College Station's attempt to ensure Café Eccell's future during the First Street Property sale has led to a standoff between the tenant and the property's new owner, but the city will be handling its tenant differently in its next attempt to exit the landlord business.
After the sale closed earlier this week on the First Street Property, the only other place the city of College Station collects rent is from tenants of the Chimney Hill Shopping Center, located on the corner of University Drive and Tarrow Street. Years ago, the city acquired it in the hopes of building a convention center, but College Station City Council agreed to sell the property to PM Realty Group in December.

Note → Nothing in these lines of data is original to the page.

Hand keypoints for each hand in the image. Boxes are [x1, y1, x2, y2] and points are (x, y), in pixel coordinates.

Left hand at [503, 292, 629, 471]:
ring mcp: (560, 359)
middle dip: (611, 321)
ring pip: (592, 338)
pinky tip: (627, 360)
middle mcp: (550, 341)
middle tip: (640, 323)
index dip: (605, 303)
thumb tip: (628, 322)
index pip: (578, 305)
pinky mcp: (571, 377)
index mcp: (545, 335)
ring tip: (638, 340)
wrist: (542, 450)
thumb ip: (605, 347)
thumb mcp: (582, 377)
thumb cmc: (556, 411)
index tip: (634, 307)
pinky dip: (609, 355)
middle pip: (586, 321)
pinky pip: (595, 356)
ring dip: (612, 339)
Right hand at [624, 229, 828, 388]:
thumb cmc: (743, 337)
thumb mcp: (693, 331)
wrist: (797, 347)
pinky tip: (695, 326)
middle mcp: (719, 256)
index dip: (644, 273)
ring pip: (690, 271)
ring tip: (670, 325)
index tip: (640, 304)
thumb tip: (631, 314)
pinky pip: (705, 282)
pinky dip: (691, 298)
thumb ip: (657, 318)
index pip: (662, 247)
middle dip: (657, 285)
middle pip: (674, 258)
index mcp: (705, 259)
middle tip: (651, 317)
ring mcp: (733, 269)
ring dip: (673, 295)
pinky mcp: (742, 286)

The private tenants of the Chimney Hill property include popular steakhouse The Republic, DaVita Dialysis, the Convention and Visitors Bureau, the Brazos Valley Food Bank and Western Beverages. PM Realty Group indicated to the council that it plans on incorporating The Republic into its future mixed-use development -- much like Asset Plus, the First Street Property developers, indicated it wanted to keep Café Eccell -- but the economic development agreement and the lease makes The Republic's future more clear.

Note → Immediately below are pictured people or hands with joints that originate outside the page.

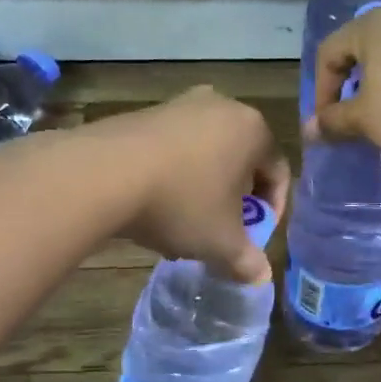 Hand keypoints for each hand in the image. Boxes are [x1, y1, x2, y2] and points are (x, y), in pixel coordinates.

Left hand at [86, 87, 289, 282]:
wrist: (103, 174)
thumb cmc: (181, 203)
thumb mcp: (220, 243)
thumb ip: (246, 260)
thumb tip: (260, 277)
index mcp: (253, 130)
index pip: (277, 172)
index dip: (272, 210)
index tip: (254, 237)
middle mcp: (222, 106)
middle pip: (240, 160)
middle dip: (234, 198)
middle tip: (221, 230)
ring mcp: (180, 104)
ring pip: (205, 153)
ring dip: (202, 187)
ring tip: (183, 222)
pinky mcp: (145, 112)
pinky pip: (173, 147)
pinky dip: (172, 173)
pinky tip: (153, 203)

The Chimney Hill economic development agreement, obtained by The Eagle, uses much of the same language as the First Street Property one, saying the developer should continue operations with The Republic "in good faith" and PM Realty Group should use "commercially reasonable efforts" to allow the restaurant to continue to operate during construction.
The biggest differences with the First Street Property economic development agreement is the extra clarification and The Republic's rights in its lease.

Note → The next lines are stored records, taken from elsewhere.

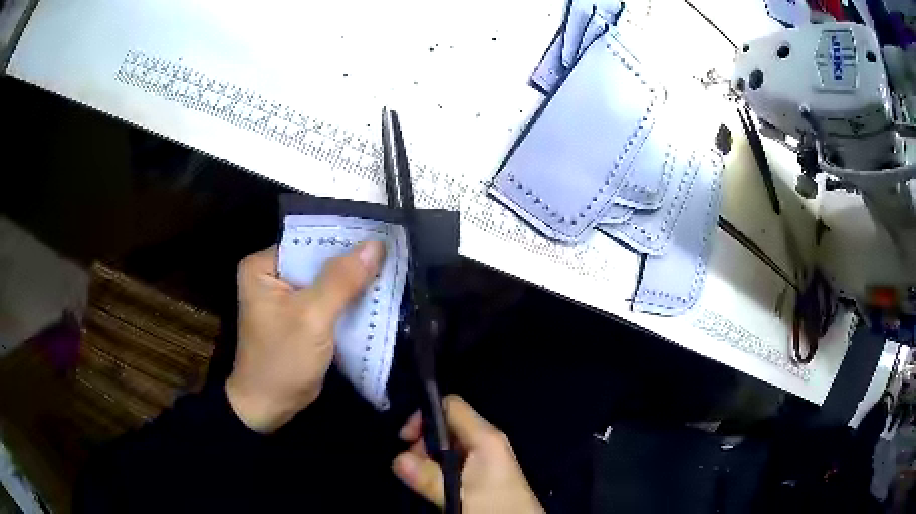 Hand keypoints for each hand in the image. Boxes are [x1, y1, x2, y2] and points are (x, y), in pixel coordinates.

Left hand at [226, 241, 384, 431]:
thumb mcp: (313, 317)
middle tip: (392, 254)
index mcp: (263, 266)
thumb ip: (342, 280)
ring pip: (327, 281)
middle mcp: (272, 275)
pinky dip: (348, 301)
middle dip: (352, 263)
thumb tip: (375, 244)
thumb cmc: (282, 360)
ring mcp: (286, 297)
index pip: (308, 241)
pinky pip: (328, 300)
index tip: (380, 237)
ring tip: (391, 270)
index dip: (343, 239)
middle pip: (319, 260)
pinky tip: (376, 296)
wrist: (270, 407)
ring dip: (354, 283)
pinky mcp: (299, 316)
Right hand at [392, 395, 543, 512]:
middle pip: (448, 424)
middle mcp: (488, 441)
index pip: (451, 405)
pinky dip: (441, 467)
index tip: (405, 439)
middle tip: (411, 464)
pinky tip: (435, 484)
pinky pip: (458, 459)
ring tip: (421, 478)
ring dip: (430, 457)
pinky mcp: (487, 472)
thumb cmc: (495, 508)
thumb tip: (397, 459)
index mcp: (486, 437)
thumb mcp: (458, 494)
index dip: (424, 415)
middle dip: (424, 440)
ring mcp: (488, 457)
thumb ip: (427, 477)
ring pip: (451, 444)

The agreement says that PM Realty Group must provide for the current tenants pursuant to their leases, and, in good faith, continue operations with The Republic under a new or amended lease agreement. It further clarifies, though, that the agreement doesn't warrant or guarantee any new or amended lease. If they do enter into a new lease, though, the agreement states that there is no guarantee the restaurant can operate continuously during construction, as long as the developer is using commercially reasonable efforts.
"In the economic development agreement with Chimney Hill, staff took a little bit more effort to make sure things are explicitly stated for both the buyer and seller to fully understand the expectations and to make everything more clear," said Randall Heye, assistant to the city manager in College Station.
The First Street Property's economic development agreement states that Asset Plus should allow Café Eccell to continue operations under a new lease, but does not guarantee a new lease as long as the developer agrees to use good faith and commercially reasonable efforts to negotiate.
The sale of the property does not supersede the leases, only changes its hands. The Republic's lease extends through March 2017, and officials with PM Realty Group said at the December council meeting that it plans to construct the new development in phases, moving The Republic's location across the shopping center. The Republic can come to new terms on a new lease with PM Realty Group or continue with the current lease.
Wade Barkman, owner of The Republic, declined to comment. The sale to the Houston-based developers isn't final yet, as PM Realty Group has a 150-day inspection period before the purchase and sale agreements and the economic development agreement become final.
City officials said they have been in communication with the tenants during the property's sale. DaVita Dialysis' lease at the shopping center extends through February 2015. Western Beverages and the Brazos Valley Food Bank are both on month-to-month leases, and they can give the city 30 days notice or the city can give those parties 30 days notice to vacate under the current leases.
The Convention and Visitor's Bureau's lease is through December 2015, but it allows for the city to terminate that date for economic development with 180 days advance written notice.